Record excerpts:

%%

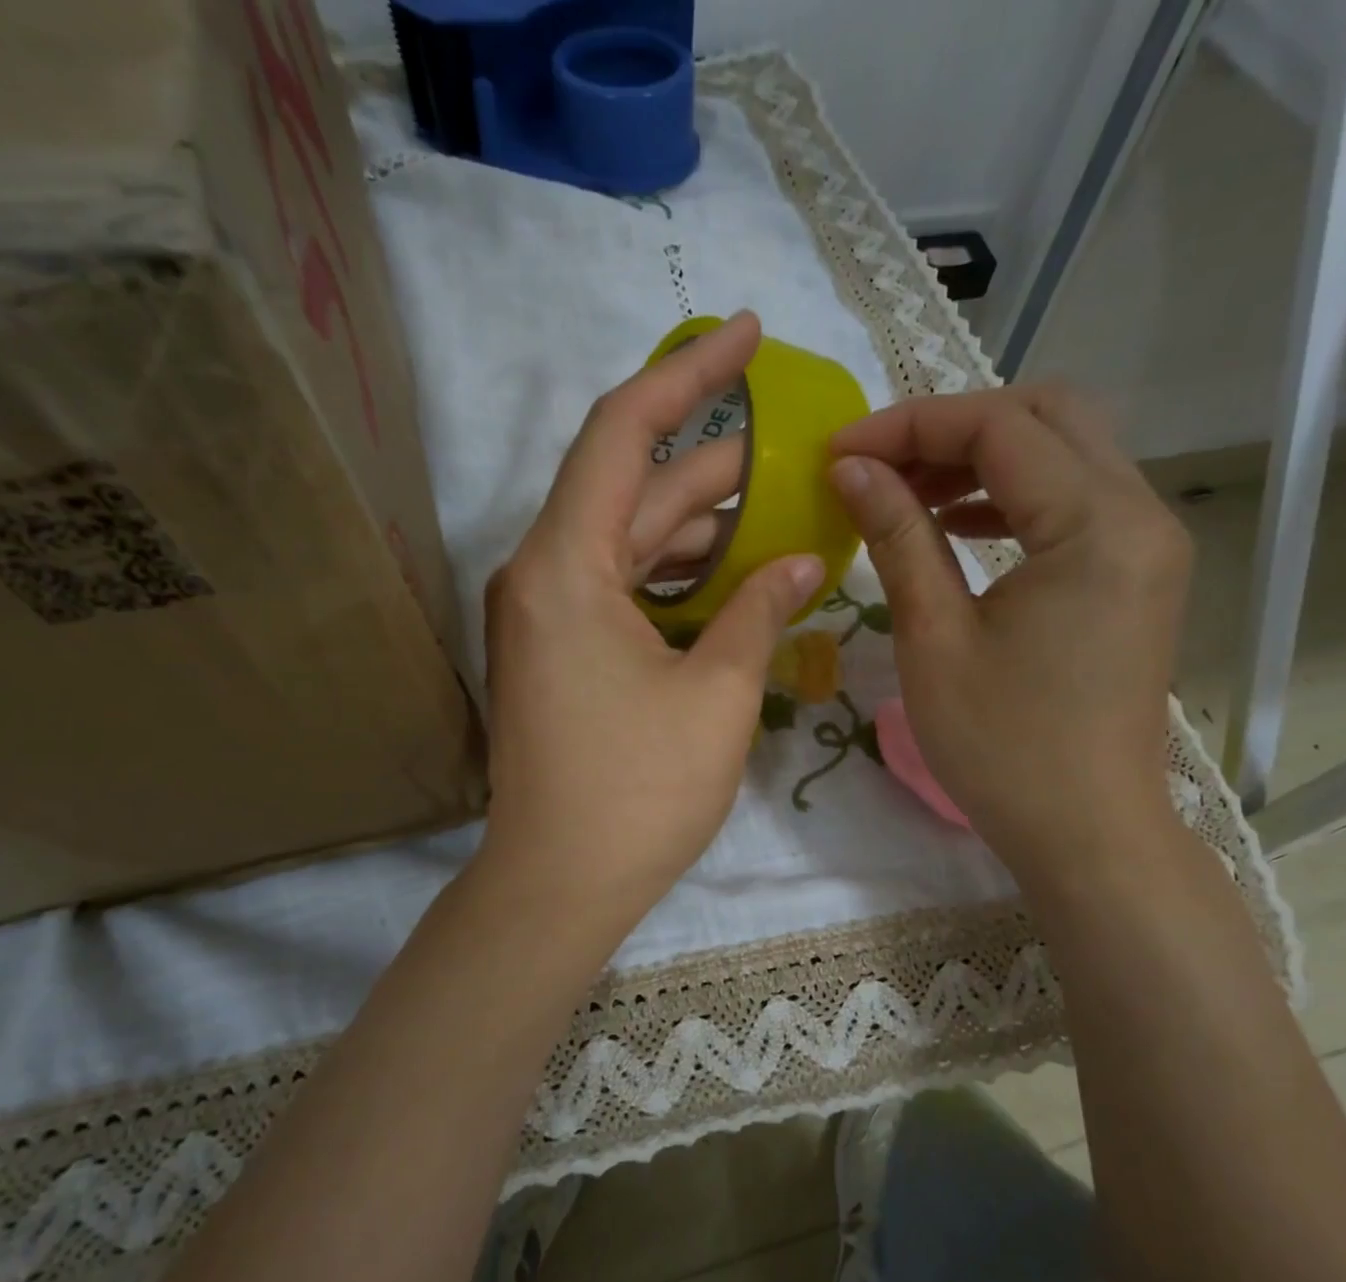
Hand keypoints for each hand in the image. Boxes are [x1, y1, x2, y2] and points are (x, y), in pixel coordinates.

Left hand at [480, 312, 824, 943]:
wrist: (559, 884)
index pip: (622, 431)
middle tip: (790, 448)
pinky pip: (620, 587)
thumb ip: (759, 612)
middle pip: (630, 487)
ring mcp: (546, 617)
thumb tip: (803, 563)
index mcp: (565, 566)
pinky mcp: (558, 653)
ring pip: (628, 541)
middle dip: (711, 463)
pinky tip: (730, 577)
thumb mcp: (717, 694)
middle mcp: (542, 575)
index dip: (686, 373)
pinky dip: (673, 575)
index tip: (745, 334)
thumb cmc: (638, 792)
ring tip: (776, 511)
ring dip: (698, 524)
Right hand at [827, 381, 1191, 889]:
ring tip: (904, 494)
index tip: (837, 450)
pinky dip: (1010, 497)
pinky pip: (1073, 501)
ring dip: (980, 460)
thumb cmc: (1003, 748)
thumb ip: (897, 536)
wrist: (1087, 832)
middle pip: (1045, 416)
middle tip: (876, 466)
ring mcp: (1147, 542)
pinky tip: (954, 526)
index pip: (998, 427)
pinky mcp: (1136, 572)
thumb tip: (850, 468)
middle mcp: (1139, 513)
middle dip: (950, 428)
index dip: (908, 426)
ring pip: (1063, 453)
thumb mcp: (934, 638)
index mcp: (1096, 525)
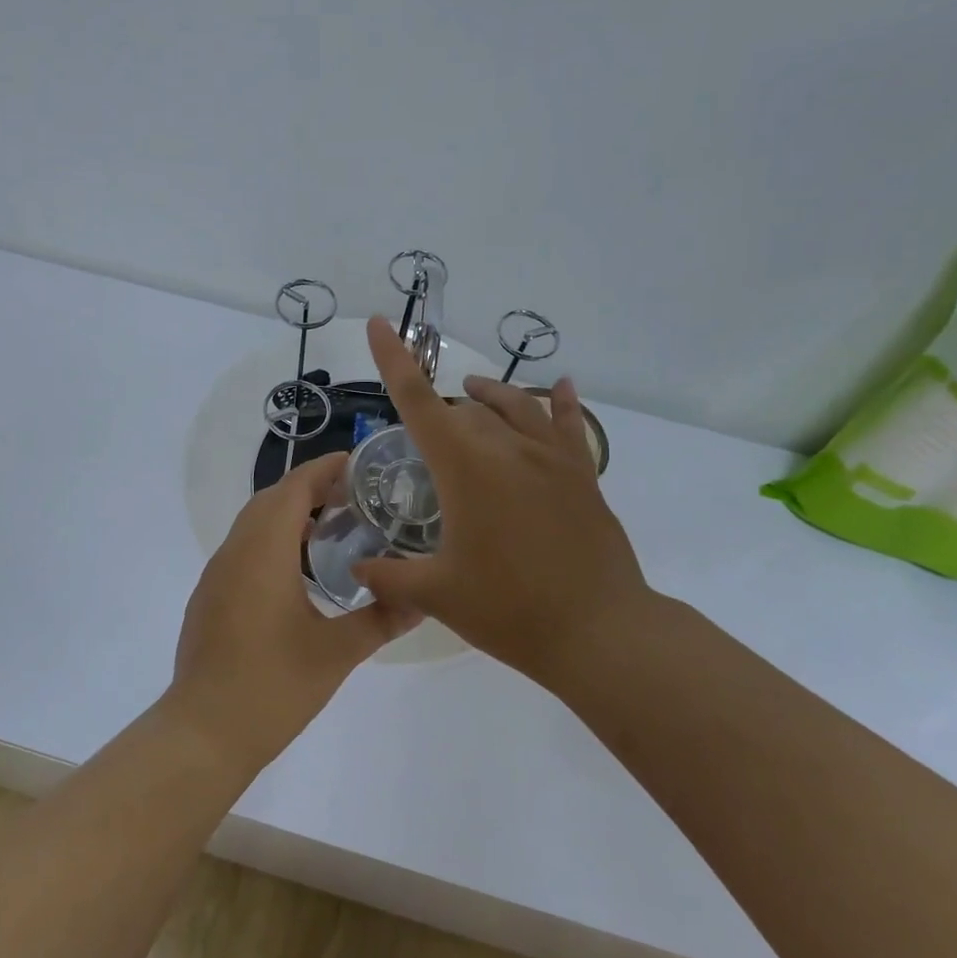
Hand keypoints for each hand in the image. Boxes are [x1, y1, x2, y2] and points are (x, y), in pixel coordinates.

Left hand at [166, 451, 420, 768]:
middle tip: (353, 496)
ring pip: (252, 524)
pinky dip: (270, 541)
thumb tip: (423, 600)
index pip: (293, 488)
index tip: (357, 463)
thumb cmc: (273, 686)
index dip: (324, 469)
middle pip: (270, 500)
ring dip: (288, 515)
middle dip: (309, 488)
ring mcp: (216, 574)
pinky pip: (242, 549)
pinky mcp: (209, 597)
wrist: (204, 731)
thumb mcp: (337, 653)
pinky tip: (296, 571)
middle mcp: (235, 552)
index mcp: (264, 551)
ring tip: (332, 528)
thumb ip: (381, 620)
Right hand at [351, 316, 661, 694]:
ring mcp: (551, 459)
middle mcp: (507, 450)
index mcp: (465, 469)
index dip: (394, 360)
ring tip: (472, 390)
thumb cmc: (509, 610)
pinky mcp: (582, 476)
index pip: (418, 403)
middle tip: (426, 445)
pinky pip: (569, 425)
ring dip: (488, 395)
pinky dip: (560, 402)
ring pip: (515, 406)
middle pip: (464, 409)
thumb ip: (389, 577)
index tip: (381, 325)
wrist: (599, 632)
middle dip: (440, 414)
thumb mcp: (437, 595)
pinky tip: (562, 386)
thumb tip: (357, 568)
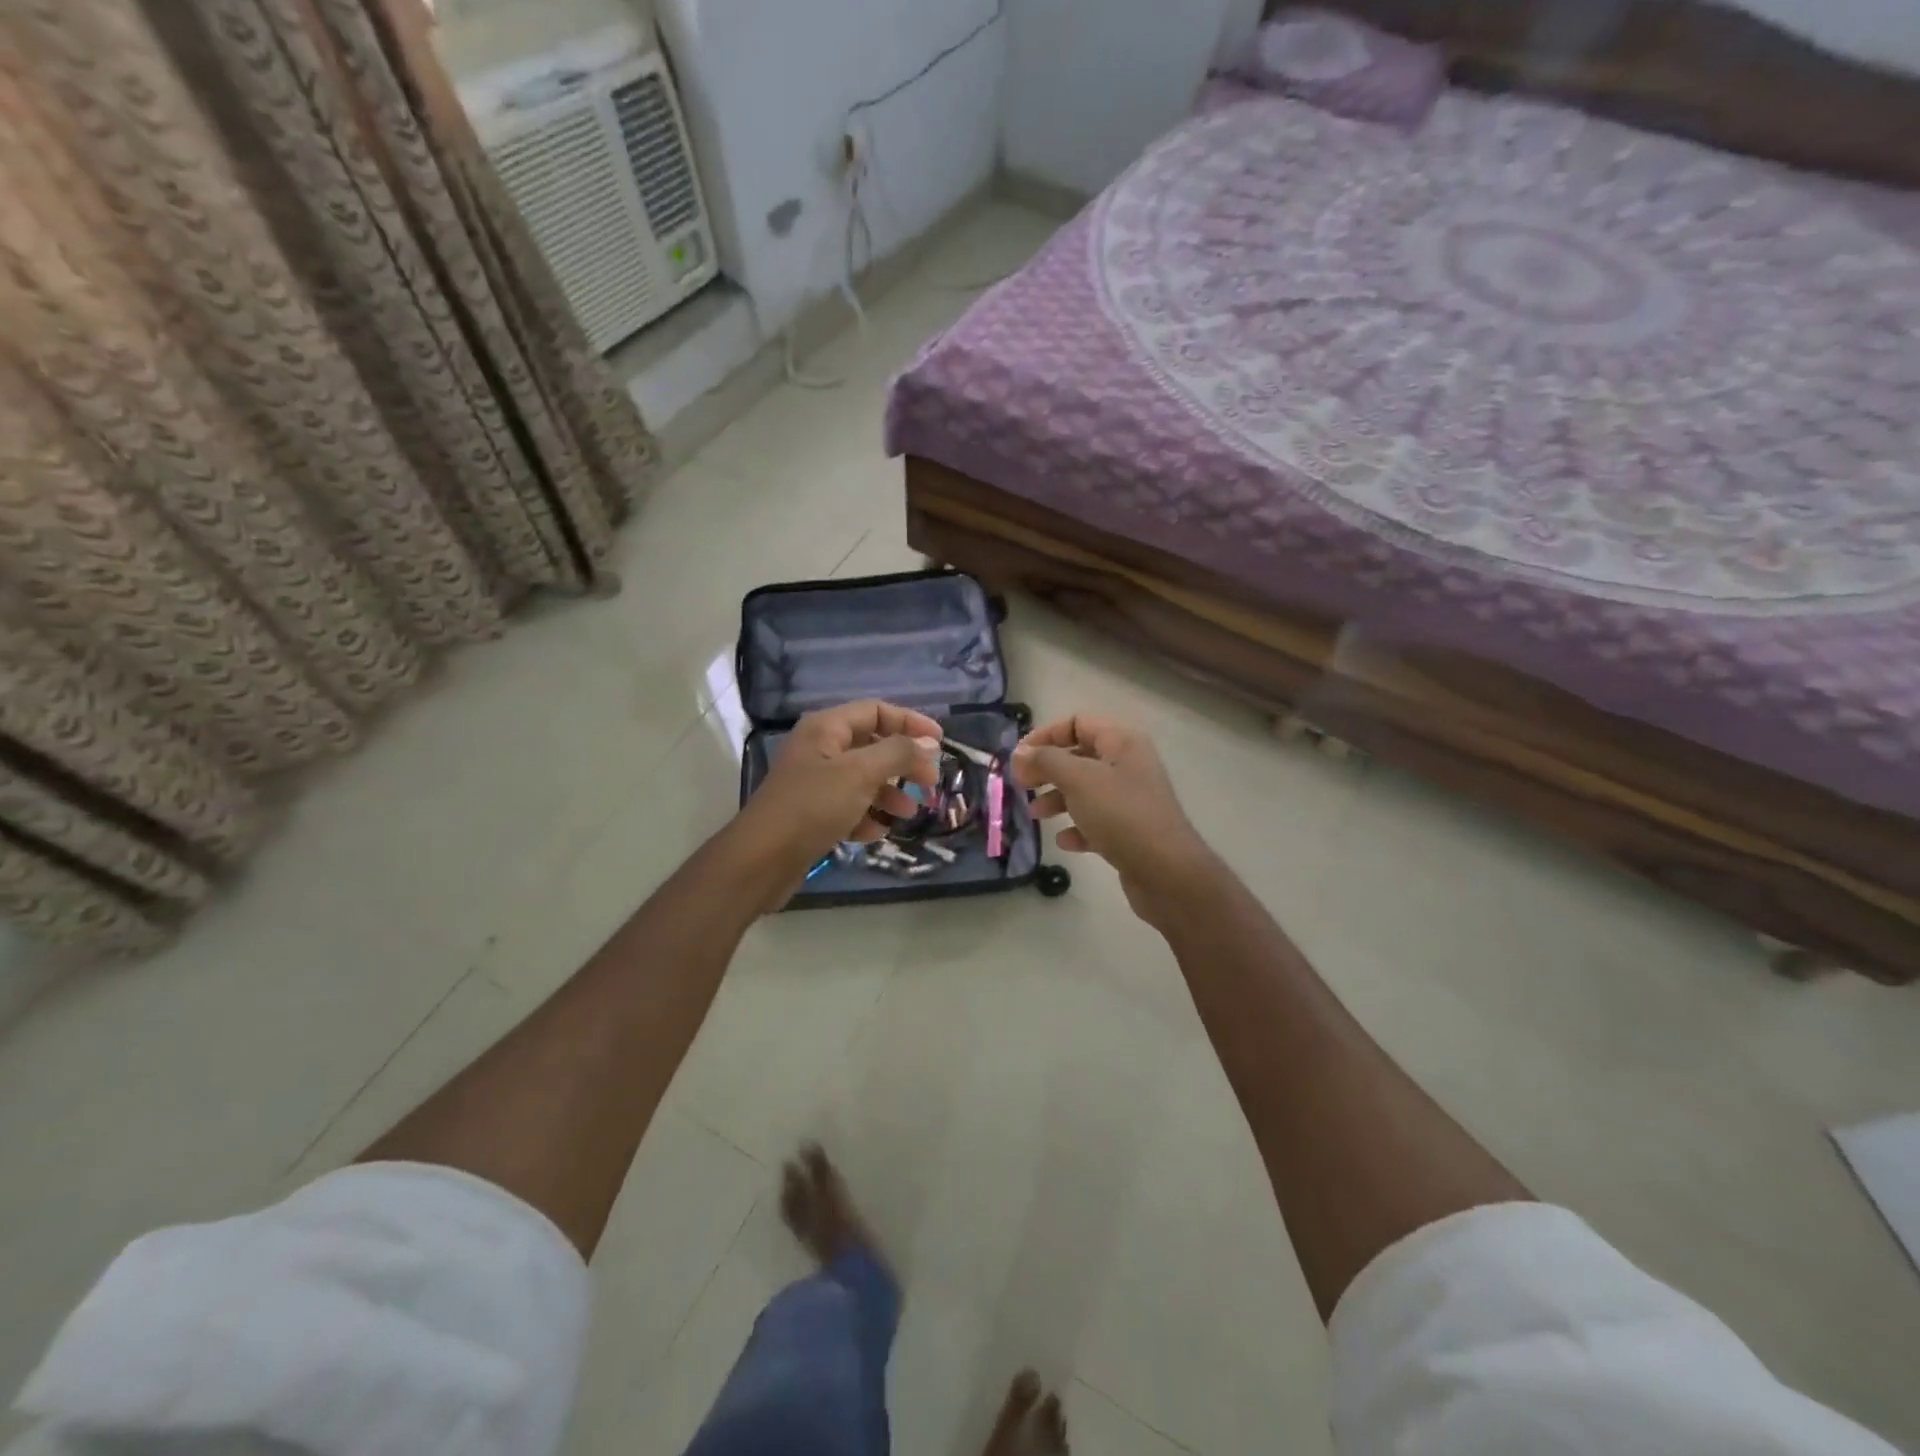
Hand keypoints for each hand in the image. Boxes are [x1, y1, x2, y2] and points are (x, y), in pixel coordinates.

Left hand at [737, 700, 942, 896]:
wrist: (761, 860)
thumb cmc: (812, 807)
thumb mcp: (861, 773)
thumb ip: (898, 753)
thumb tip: (928, 743)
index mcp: (826, 728)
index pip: (876, 711)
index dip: (910, 722)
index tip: (940, 742)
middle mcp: (819, 749)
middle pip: (871, 745)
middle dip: (903, 762)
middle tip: (930, 782)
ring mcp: (814, 783)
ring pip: (862, 779)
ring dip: (889, 793)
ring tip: (909, 812)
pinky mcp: (811, 814)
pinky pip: (848, 807)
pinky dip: (867, 816)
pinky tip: (877, 832)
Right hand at [1010, 715, 1212, 921]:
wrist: (1166, 871)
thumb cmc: (1121, 814)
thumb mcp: (1078, 779)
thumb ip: (1045, 761)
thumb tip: (1020, 753)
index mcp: (1122, 742)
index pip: (1077, 722)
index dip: (1045, 735)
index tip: (1019, 757)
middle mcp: (1128, 765)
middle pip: (1079, 756)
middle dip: (1048, 769)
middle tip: (1022, 785)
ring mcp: (1130, 799)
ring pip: (1085, 790)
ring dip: (1057, 799)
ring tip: (1036, 814)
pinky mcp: (1130, 831)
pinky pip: (1096, 821)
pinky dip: (1077, 827)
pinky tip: (1065, 841)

%%

What the task asks: The complete set of records should be written out again, pictures excluded.

Answer below:
Hand keypoints for each hand in the image. Boxes are [x1, y1, x2, y2] and points are (x, y), in pixel coordinates.

Left hand at [480, 312, 824, 943]:
wrist: (559, 884)
index pip: (622, 431)
middle tip: (790, 448)
pinky pip: (620, 587)
thumb ip: (759, 612)
middle pip: (630, 487)
ring mcp: (546, 617)
thumb tip: (803, 563)
index mcp: (565, 566)
pinky mcp: (558, 653)
ring pip: (628, 541)
middle dip: (711, 463)
pinky tip: (730, 577)
thumb mcp: (717, 694)
middle mcp: (542, 575)
index dip: (686, 373)
pinky dip: (673, 575)
index tip: (745, 334)
thumb cmc: (638, 792)
ring tip: (776, 511)
ring dip: (698, 524)
Right hand at [827, 381, 1191, 889]:
ring tip: (904, 494)
index tip: (837, 450)
pinky dip: (1010, 497)
pinky pip: (1073, 501)
ring dip: (980, 460)
thumb cmc: (1003, 748)
thumb ip: (897, 536)
wrist: (1087, 832)
middle pip: (1045, 416)
middle tip: (876, 466)
ring mcp: (1147, 542)
pinky tip: (954, 526)
index pip: (998, 427)
pinky mcp: (1136, 572)
thumb tip: (850, 468)
middle mcp: (1139, 513)
middle dip: (950, 428)
index dip: (908, 426)
ring pip: (1063, 453)
thumb mcp: (934, 638)
index mcp: (1096, 525)
Hand keypoints for each hand in the image. Boxes are [x1, y1, x2, y2] and points are (x, y), in pixel coordinates.

Left hand at [166, 451, 420, 768]:
middle tip: (353, 496)
ring pip: (252, 524)
pinky dip: (270, 541)
thumb tip: (423, 600)
index pip: (293, 488)
index tip: (357, 463)
thumb cmc: (273, 686)
index dip: (324, 469)
middle pip: (270, 500)
ring dip: (288, 515)
middle dip: (309, 488)
ring mcp: (216, 574)
pinky pip: (242, 549)
pinky mcp: (209, 597)
wrist: (204, 731)
thumb mcp: (337, 653)
pinky tip: (296, 571)
middle mcp: (235, 552)
index mcp: (264, 551)
ring tip: (332, 528)
thumb ip: (381, 620)
Right hand at [351, 316, 661, 694]:
ring mcp: (551, 459)
middle mcp: (507, 450)
index mcp: (465, 469)
index dip: (394, 360)
ring tip: (472, 390)
thumb cmc: (509, 610)
pinky mcp: (582, 476)
index pip: (418, 403)
middle tip: (426, 445)
pinky pip: (569, 425)
ring dip: (488, 395)
pinky dip: (560, 402)
ring pip: (515, 406)
middle pip: (464, 409)
thumb ip: (389, 577)
index tip: (381, 325)
wrist: (599, 632)
middle dip: (440, 414)
thumb mcp: (437, 595)
pinky tip: (562, 386)
thumb tip: (357, 568)
Hand keypoints for each hand in the image. Boxes are [x1, y1, x2, y2] and points are (x, y), in pixel coordinates.

Left hand at [737, 700, 942, 896]:
wrist: (761, 860)
thumb cmc: (812, 807)
thumb mcp: (861, 773)
thumb ip: (898, 753)
thumb tip: (928, 743)
index mcp: (826, 728)
index pip: (876, 711)
index dip: (910, 722)
index tip: (940, 742)
middle mcp: (819, 749)
middle pip: (871, 745)
middle dip: (903, 762)
middle tip: (930, 782)
ring mcp: (814, 783)
ring pip: (862, 779)
ring dip: (889, 793)
ring tip: (909, 812)
pinky mcp: (811, 814)
pinky pip: (848, 807)
pinky dip: (867, 816)
pinky tip: (877, 832)
Right hand at [1010, 715, 1212, 921]:
wrist: (1166, 871)
thumb cmc: (1121, 814)
thumb mcp: (1078, 779)
thumb ip: (1045, 761)
thumb tip: (1020, 753)
index mcp: (1122, 742)
index pip: (1077, 722)
index dip: (1045, 735)
index tip: (1019, 757)
middle mcp: (1128, 765)
middle pip: (1079, 756)
middle dip: (1048, 769)
middle tip: (1022, 785)
ring mcp: (1130, 799)
ring pip: (1085, 790)
ring dip: (1057, 799)
ring tip: (1036, 814)
pinky mcp: (1130, 831)
pinky pip: (1096, 821)
pinky dip: (1077, 827)
pinky tip: (1065, 841)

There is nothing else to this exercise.